Search in-Video Visual Content via Text

Nan @ Jina AI

Oct. 19, 2021

In this tutorial, we create a video search system that retrieves videos based on short text descriptions of their content. The main challenge is to let the user search videos without using any labels or text information about the videos.


Build the Flow

Given that there is no text available, we cannot use the text information of the video to match the query text directly. Instead, we need to figure out another way to match videos and texts. One way to find such matches is to use the video frames because part of the information in the videos can be captured in the frames. To be more concrete, we can find related frames with similar semantics to the query texts and then return the videos containing these frames. This requires models to encode the video frames and the query texts into the same space. In this case, pre-trained cross-modal models can help us out.

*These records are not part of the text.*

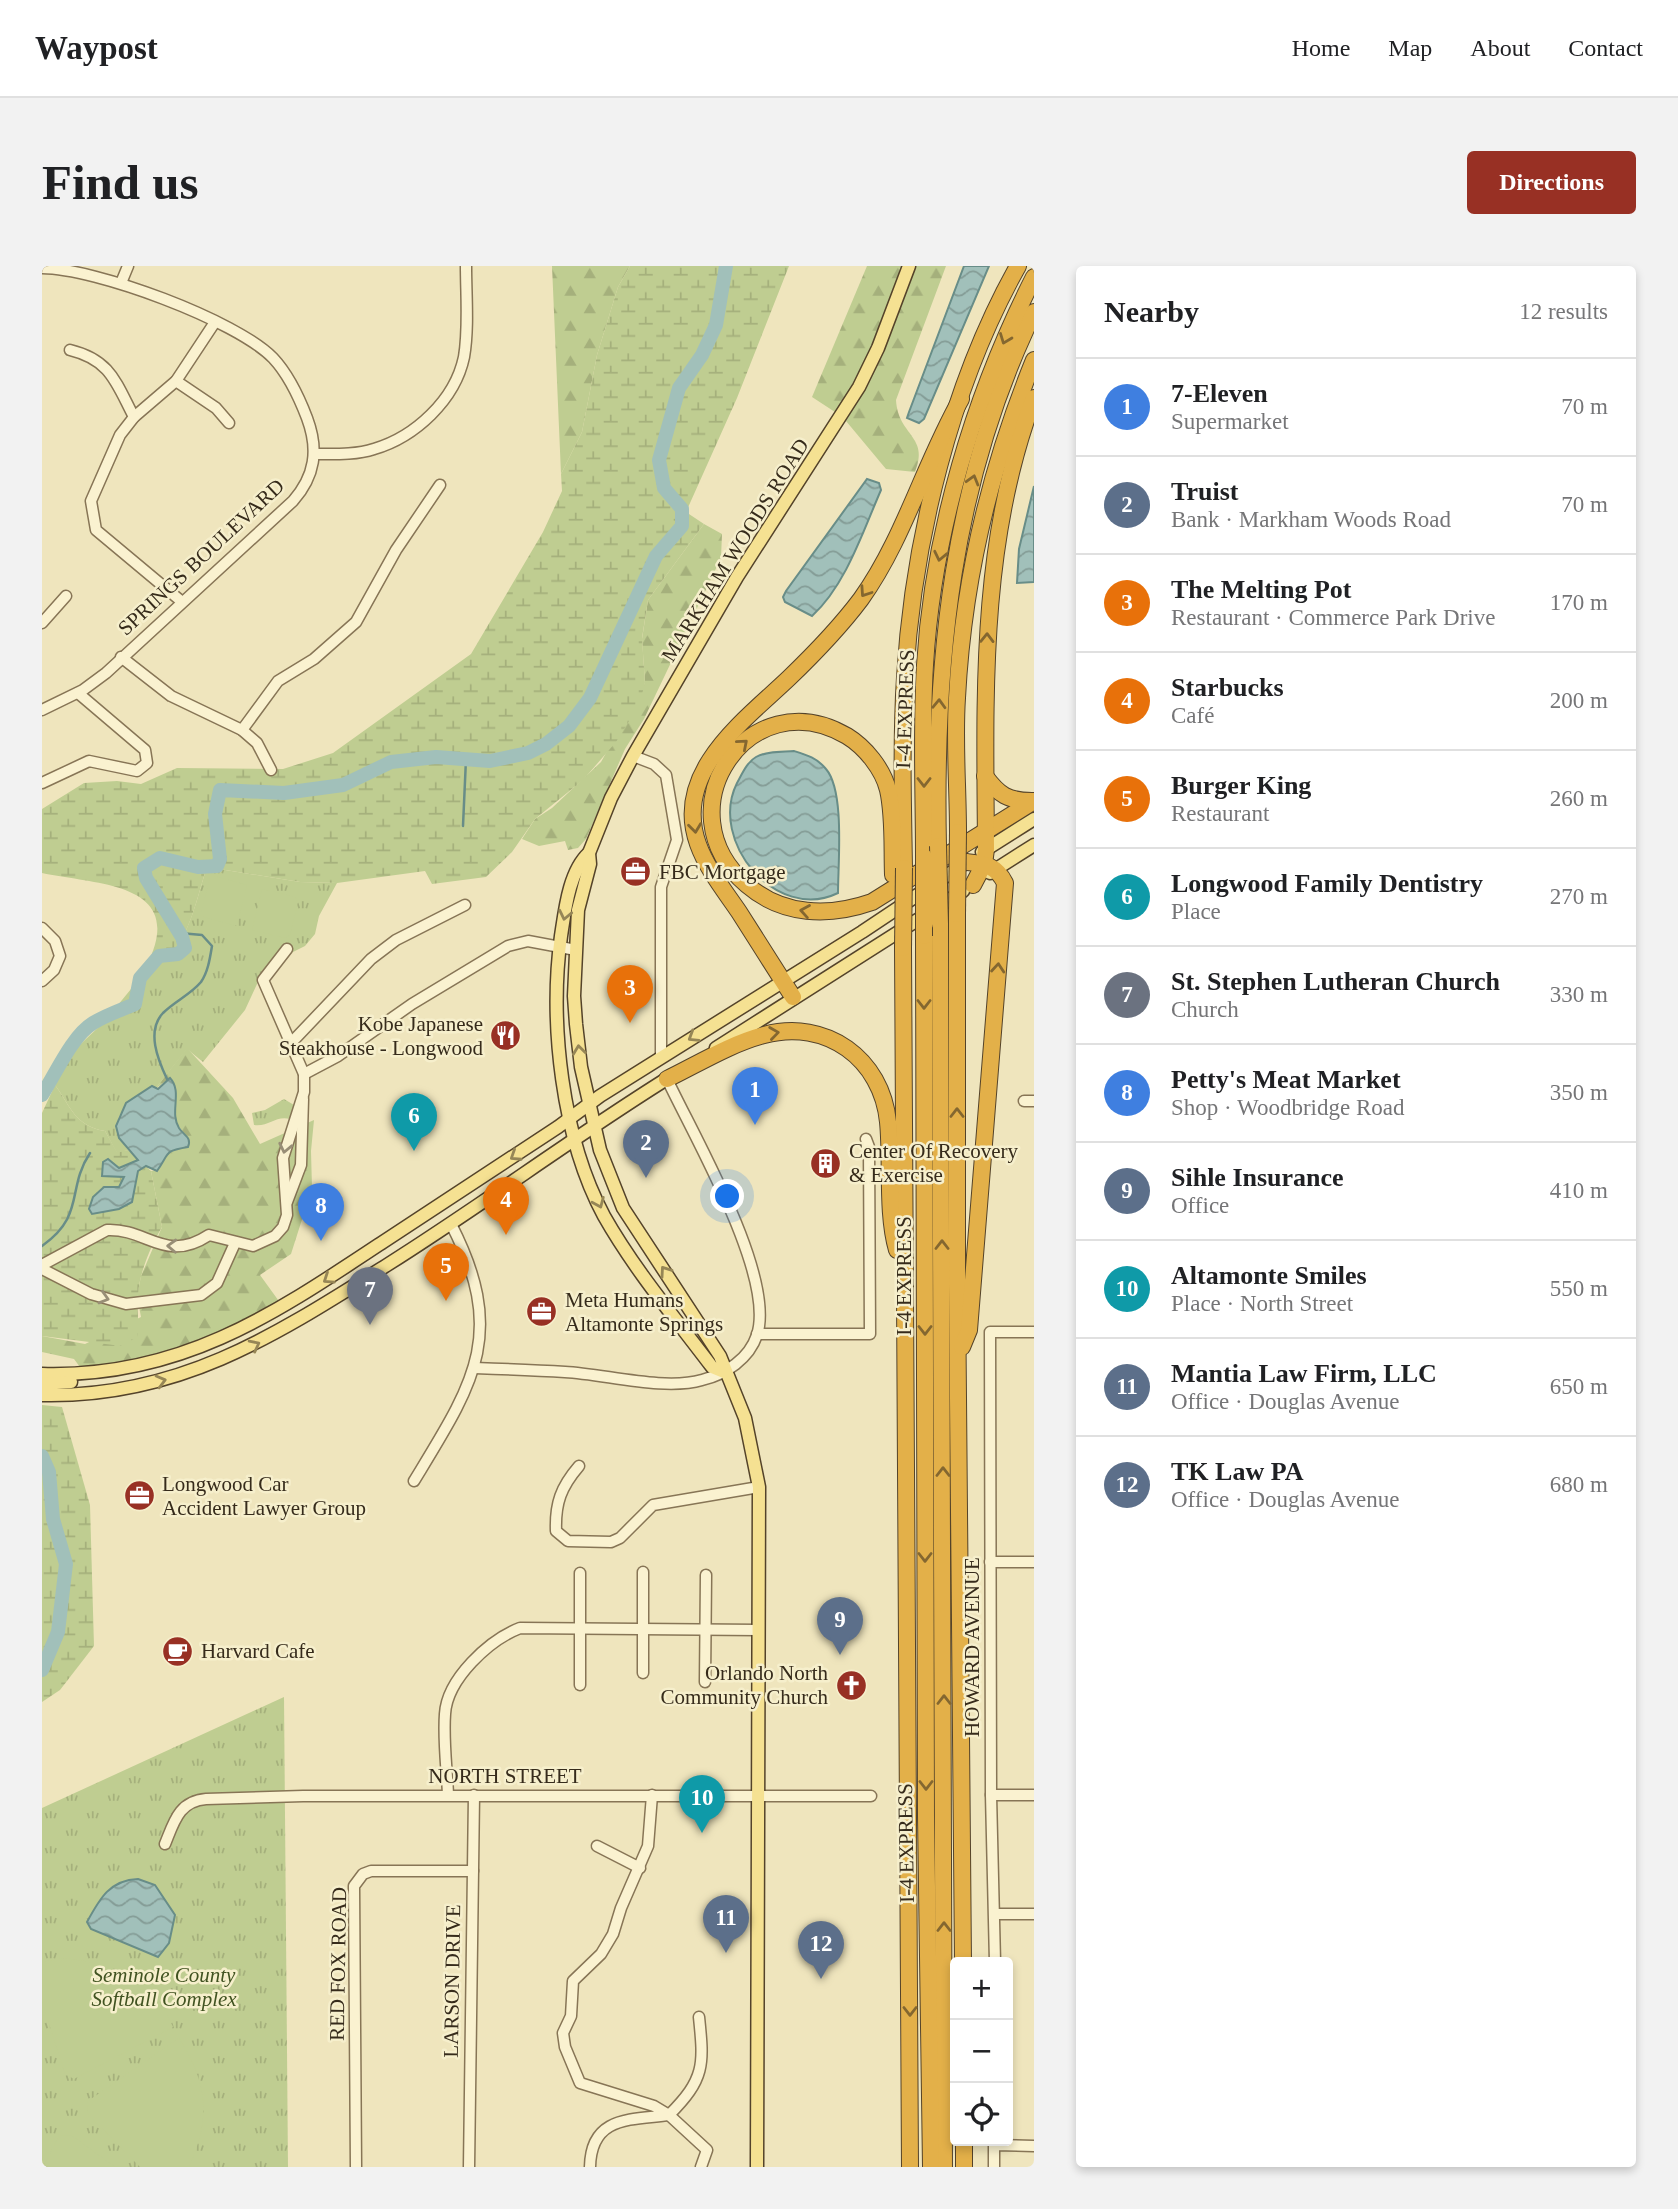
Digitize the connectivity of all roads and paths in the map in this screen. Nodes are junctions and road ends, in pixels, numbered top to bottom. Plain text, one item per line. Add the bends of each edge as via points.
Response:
1 (128, 266) edge
2 (466, 266) edge
3 (909, 266) edge
4 (1018, 266) edge
5 (42, 268) edge
6 (1034, 277) edge
7 (121, 283) junction
8 (1034, 312) edge
9 (215, 322) junction
10 (71, 350) dead end
11 (1034, 360) edge
12 (176, 381) junction
13 (1034, 398) edge
14 (961, 400) junction
15 (134, 417) junction
16 (229, 423) dead end
17 (315, 454) junction
18 (440, 485) dead end
19 (66, 596) dead end
20 (181, 601) junction
21 (42, 623) edge
22 (121, 657) junction
23 (78, 693) junction
24 (42, 710) edge
25 (242, 730) junction
26 (633, 756) junction
27 (271, 770) dead end
28 (985, 776) junction
29 (42, 783) edge
30 (1034, 801) edge
31 (1034, 820) edge
32 (986, 829) junction
33 (1034, 845) edge
34 (589, 853) junction
35 (989, 861) junction
36 (967, 862) joint
37 (898, 872) junction
38 (973, 885) joint
39 (465, 905) dead end
40 (42, 928) edge
41 (560, 948) junction
42 (287, 949) dead end
43 (576, 950) junction
44 (42, 981) edge
45 (782, 981) junction
46 (793, 997) junction
47 (291, 1043) junction
48 (661, 1057) junction
49 (304, 1074) junction
50 (667, 1079) junction
51 (302, 1097) junction
52 (589, 1103) junction
53 (571, 1117) junction
54 (594, 1126) junction
55 (576, 1139) junction
56 (866, 1139) dead end
57 (287, 1202) junction
58 (451, 1224) junction
59 (235, 1243) junction
60 (42, 1267) edge
61 (906, 1282) junction
62 (1034, 1332) edge
63 (757, 1334) junction
64 (187, 1353) junction
65 (959, 1353) junction
66 (475, 1368) junction
67 (192, 1372) junction
68 (724, 1372) junction
69 (42, 1374) edge
70 (84, 1375) junction
71 (42, 1384) edge
72 (42, 1395) edge
73 (579, 1466) dead end
74 (414, 1481) dead end
75 (759, 1487) junction
76 (990, 1562) junction
77 (1034, 1562) edge
78 (643, 1572) dead end
79 (580, 1573) dead end
80 (706, 1575) dead end
81 (580, 1628) junction
82 (642, 1628) junction
83 (706, 1630) junction
84 (759, 1630) junction
85 (643, 1673) dead end
86 (705, 1682) dead end
87 (580, 1685) dead end
88 (448, 1795) junction
89 (474, 1795) junction
90 (652, 1795) junction
91 (760, 1795) junction
92 (991, 1795) junction
93 (1034, 1795) edge
94 (871, 1796) dead end
95 (165, 1844) dead end
96 (597, 1846) dead end
97 (640, 1868) junction
98 (473, 1871) junction
99 (995, 1914) junction
100 (1034, 1914) edge
101 (963, 1957) edge
102 (995, 1957) edge
103 (699, 2017) dead end
104 (669, 2115) junction
105 (964, 2146) edge
106 (1034, 2146) edge
107 (356, 2167) edge
108 (469, 2167) edge
109 (590, 2167) edge
110 (701, 2167) edge
111 (757, 2167) edge
112 (910, 2167) edge
113 (931, 2167) edge
114 (944, 2167) edge
115 (964, 2167) edge
116 (994, 2167) edge

1 - 7 street
2 - 17 street via 464,356 444,400 412,430 373,450
3 - 26 main road, MARKHAM WOODS ROAD via 859,387 737,578
4 - 14 highway
5 - 7 street, SPRINGS BOULEVARD
6 -> 113 highway, I-4 EXPRESS, bridge via 1014,317 965,449 938,564 925,665 926,1802
7 - 9 street, SPRINGS BOULEVARD
114 -> 8 highway, I-4 EXPRESS, bridge via 939,704 944,631 964,512 1005,381
9 - 12 street
9 - 17 street, SPRINGS BOULEVARD via 243,335 273,359 289,380 313,435
10 - 15 street via 109,370
65 -> 11 highway, bridge via 956,700 960,645 993,476
12 - 15 street
12 - 16 street via 216,408
28 -> 13 highway via 991,579 1004,495
14 - 37 highway via 932,500 911,611
14 -> 45 highway via 936,442 887,558 862,598 815,652 717,748 699,780 693,803 697,842
15 - 20 street via 96,485 92,523 107,541
17 - 20 street, SPRINGS BOULEVARD via 307,485 293,502
18 - 25 street via 356,622 314,659 278,681
19 - 21 street
20 - 22 street, SPRINGS BOULEVARD
22 - 23 street, SPRINGS BOULEVARD
22 - 25 street via 170,696
23 - 24 street, SPRINGS BOULEVARD
23 - 29 street via 145,750 147,763 137,771 89,761
25 - 27 street via 257,743
26 - 34 main road, MARKHAM WOODS ROAD
26 - 48 street via 654,764 666,775 677,840 662,887
28 - 30 highway via 1008,800
28 - 32 highway
30 - 32 highway
31 - 35 main road
32 - 35 highway
32 -> 37 highway via 872,902 818,913 785,907 758,895 723,858 710,808 724,763 758,732 784,723 820,725 855,741 869,755 888,790
33 - 35 main road
34 -> 41 main road, MARKHAM WOODS ROAD via 580,861
34 - 43 main road, MARKHAM WOODS ROAD
35 - 36 highway
35 - 38 highway
65 -> 35 highway via 969,1330 1003,909 1004,883
36 - 45 main road
37 - 61 highway, bridge via 903,948
38 - 46 main road
39 - 47 street via 396,940 372,959
40 - 44 street via 55,941 60,957
41 - 43 street
41 - 49 street via 527,941 508,946
41 - 53 main road, MARKHAM WOODS ROAD via 558,1024
42 - 47 street via 263,979
52 -> 43 main road, MARKHAM WOODS ROAD via 576,1024
45 - 46 highway
45 -> 48 main road
46 - 50 main road
47 - 49 street
48 - 52 main road
49 - 51 street
50 - 54 main road
50 -> 61 highway via 771,1033 818,1034 858,1055 878,1082 885,1102 895,1243
50 - 63 street via 744,1237 758,1300
51 - 57 street via 301,1165
51 -> 57 street via 283,1158
52 - 53 main road
52 - 54 main road, MARKHAM WOODS ROAD
53 - 55 main road, MARKHAM WOODS ROAD
53 -> 64 main road via 297,1299 242,1331
54 - 55 main road
68 -> 54 main road, MARKHAM WOODS ROAD via 720,1356 622,1208
55 - 58 main road
55 -> 68 main road, MARKHAM WOODS ROAD via 606,1219 712,1367
56 - 63 street via 870,1334
57 - 59 street via 283,1227 275,1236 253,1245
58 - 66 street via 470,1262 479,1320
67 -> 58 main road via 278,1334
59 -> 60 street via 209,1235 194,1245 172,1247 107,1230
60 -> 59 street via 90,1294 126,1304 201,1296 217,1283
61 -> 112 highway
62 - 76 street, HOWARD AVENUE via 990,1332
63 - 68 street via 741,1361
64 - 67 street
64 - 70 main road
65 - 101 highway
66 - 68 street via 673,1383 701,1381
66 - 74 street via 459,1406
72 -> 67 main road via 129,1388
68 - 75 main road via 745,1418
69 - 70 main road
70 - 71 main road via 73,1382
73 - 75 street via 563,1485 556,1519 556,1531 568,1541 611,1542 653,1504
75 - 84 main road
76 - 77 street
76 - 92 street, HOWARD AVENUE
78 - 82 street
79 - 81 street
80 - 83 street
81 - 82 street
81 - 87 street
81 - 88 street via 520,1628 477,1655 452,1691 445,1712
82 - 83 street
82 - 85 street
83 - 84 street
83 - 86 street
84 - 91 main road
88 - 89 street, NORTH STREET
88 - 95 street, NORTH STREET via 194,1800 179,1812
89 - 90 street, NORTH STREET
89 - 98 street, LARSON DRIVE
90 - 91 street, NORTH STREET
90 - 97 street via 648,1846
91 - 94 street, NORTH STREET
91 - 111 main road
92 - 93 street
92 - 99 street, HOWARD AVENUE
96 - 97 street
97 - 104 street via 613,1934 601,1954 573,1981 571,2016 563,2033 580,2083
98 - 107 street, RED FOX ROAD via 357,1872
98 - 108 street, LARSON DRIVE
99 - 100 street
99 - 102 street, HOWARD AVENUE
103 - 104 street via 702,2069 697,2082
104 - 109 street via 621,2121 605,2129 594,2139
104 - 110 street via 707,2150
105 - 115 highway
106 - 116 street via 994,2146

Use the other information of videos

Generally, videos contain three sources of information, namely text, image, and audio. The ratio of information from different sources varies from video to video. In this example, only the image information is used and this assumes that the frame images are representative of the video and can match the user’s query needs. In other words, this example only works when a video contains various frames and the user needs to search the video frames using text.

If a video only contains text or a video only has a single static image, this example won’t work well. In such cases, the main information of the video is represented by either text or audio and therefore cannot be searchable with the video frames.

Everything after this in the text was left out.